Il résulte de l’ensemble de ces pièces, d’une part, que le dossier d’inscription n’a été adressé qu’à M. [G], d’autre part, que la seule page sur laquelle figure la signature de M. [W] ne mentionne ni l’identité de l’étudiant dont il serait le répondant financier, ni l’année de scolarité concernée, ni le montant des frais de scolarité, ni les modalités de paiement de ces derniers.
Si l’article 2 des conditions générales de vente, intitulé « Frais de scolarité », stipule, d’une part, que « Le montant des frais de scolarité est fixé pour l’année mentionnée sur le dossier d’inscription et peut varier en fonction de l’échéancier de paiement choisi », d’autre part, que « L’étudiant et le répondant financier sont codébiteurs de l’obligation de payer les frais de scolarité », l’association ne rapporte pas la preuve que le dossier d’inscription comportant le montant des frais de scolarité a été porté à la connaissance de M. [W]. Elle ne démontre pas non plus que ce dernier a eu connaissance des conditions générales de vente, dès lors que la mention figurant en page 2 de ces conditions n’est ni signée ni paraphée et que celle portée en gras sur le document d'« identification du répondant financier » est suivie de la signature de M. [W] et de celle de M. [G], et qu’elle est précédée de deux autres mentions, également en gras, se rapportant manifestement à l’engagement de l’étudiant puisque rédigées ainsi qu’il suit : « Je suis informé que mon inscription définitive est conditionnée par le versement de l’acompte […] » et « Je suis également informé qu’en cas d’interruption de ma scolarité en cours d’année en l’absence de justes motifs, les sommes ci-dessus seront aussitôt exigibles en totalité », de sorte que c’est à juste titre que le premier juge a considéré qu’il n’est pas établi que M. [W] a eu connaissance des conditions générales de vente.
Au vu de ce qui précède, il y a lieu de retenir que l’association ne démontre pas que M. [W] s’est valablement engagé à prendre en charge le paiement des frais de scolarité de M. [G] au titre de l’année scolaire 2019-2020.

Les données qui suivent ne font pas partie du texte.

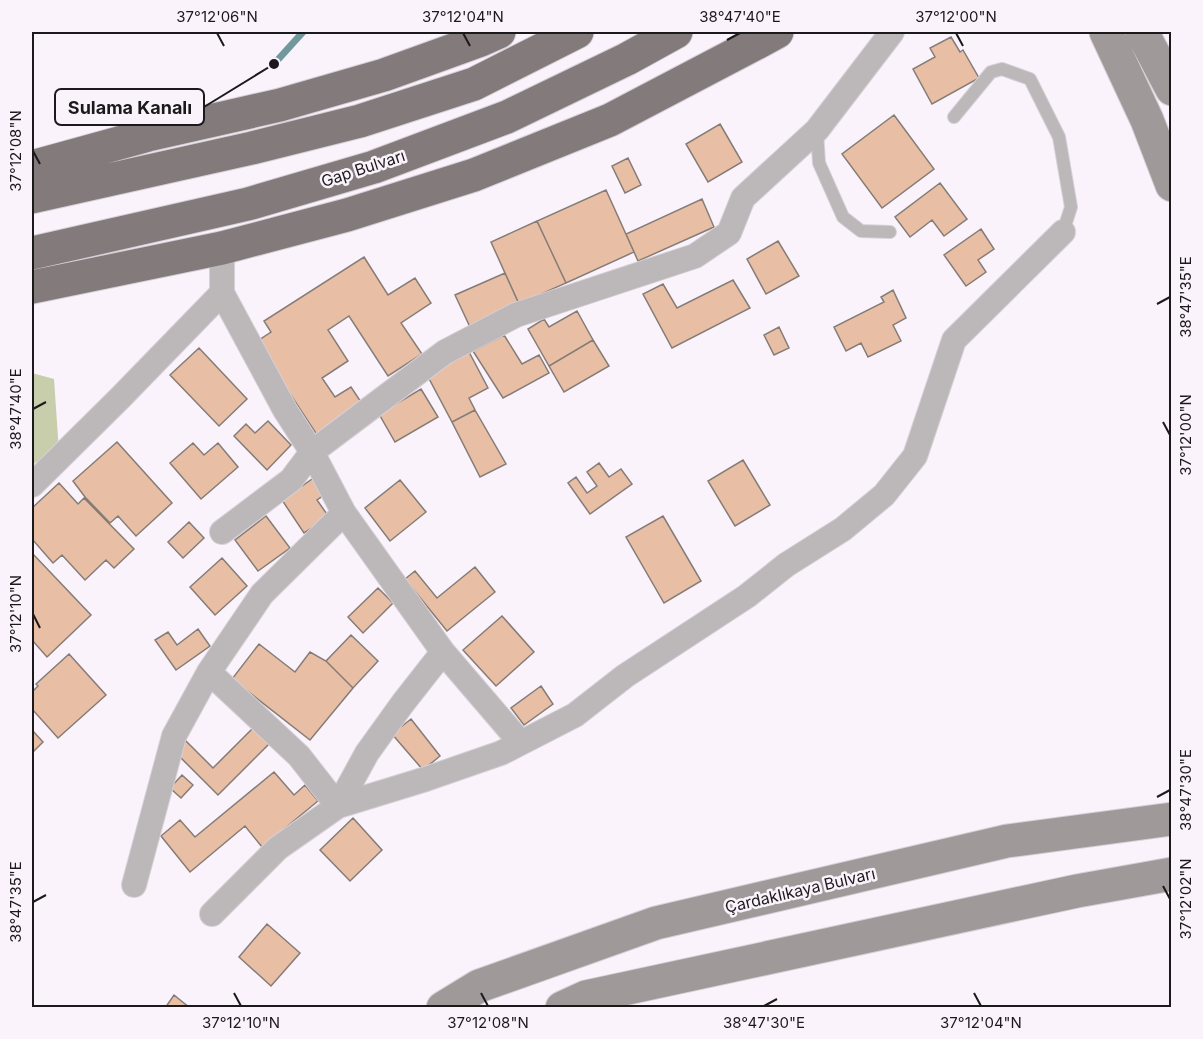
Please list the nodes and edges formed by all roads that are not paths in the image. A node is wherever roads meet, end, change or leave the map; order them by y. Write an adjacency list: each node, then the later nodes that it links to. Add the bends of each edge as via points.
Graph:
1 (499, 32): 11 (highway, via 384,75)
2 (577, 32): 13 (highway, via 474,84 360,121)
3 (676, 32): 17 (highway, Gap Bulvarı, via 507,117 374,166 248,204)
4 (777, 32): 16 (highway, via 610,120 474,175 347,215)
5 (892, 32): 10 (street)
6 (1106, 32): 12 (main road)
7 (1142, 32): 8 (main road)
8 (1172, 88)
9 (954, 117): 15 (lane, via 991,72 1002,69 1030,79 1059,137 1071,207)
10 (817, 130): 14 (lane, via 819,163 843,217 861,231); 20 (street, via 743,198 729,233 695,256 516,315 445,352)
11 (32, 167)
12 (1172, 184)
13 (32, 197)
14 (890, 231)
15 (1063, 232): 26 (street, via 954,340 915,456 884,495 843,529 625,676 576,715)
16 (222, 248): 18 (highway); 19 (street)
17 (32, 253)
18 (32, 287)
19 (222, 293): 20 (street); 21 (street)
20 (312, 452): 22 (street); 23 (street, via 291,480)
21 (32, 485)
22 (344, 513): 24 (street); 25 (street, via 262,594)
23 (222, 532)
24 (443, 652): 26 (street); 27 (street, via 367,753)
25 (209, 672): 27 (street, via 298,756); 30 (street, via 174,736)
26 (521, 743): 27 (street, via 426,779)
27 (338, 806): 31 (street, via 278,848)
28 (1172, 819): 32 (main road, Çardaklıkaya Bulvarı, via 1007,841 656,923 479,986)
29 (1172, 874): 33 (main road, via 586,997)
30 (134, 885)
31 (212, 914)
32 (443, 1008)
33 (562, 1008)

Par conséquent, le jugement est confirmé en ce qu’il a débouté l’association de sa demande de condamnation de M. [W] in solidum avec M. [G].
3. Sur les frais irrépétibles et dépens
Le jugement est également confirmé en ses dispositions relatives aux frais irrépétibles et aux dépens de première instance.
L’association, partie perdante, est condamnée aux dépens d’appel et à payer à M. [W] la somme de 2000 euros sur le fondement de l’article 700 du code de procédure civile.
PAR CES MOTIFS
La cour,
Déclare irrecevable la demande de l'[J] – [J] tendant à la confirmation du jugement en ce qu’il :
— a condamné M. [G] à lui payer la somme de 10 680 euros, outre intérêts au taux légal à compter du 24 décembre 2020,
— l’a condamné aux entiers dépens de l’instance,
— l’a condamné à lui verser la somme de 1000 euros au titre des dispositions de l’article 700 du code de procédure civile,
Pour le surplus, confirme le jugement déféré,
Y ajoutant,
Condamne l'[J] – [J] à payer à M. [J] [W] la somme de 2000 euros sur le fondement de l’article 700 du code de procédure civile,
Condamne l'[J] – [J] aux dépens d’appel.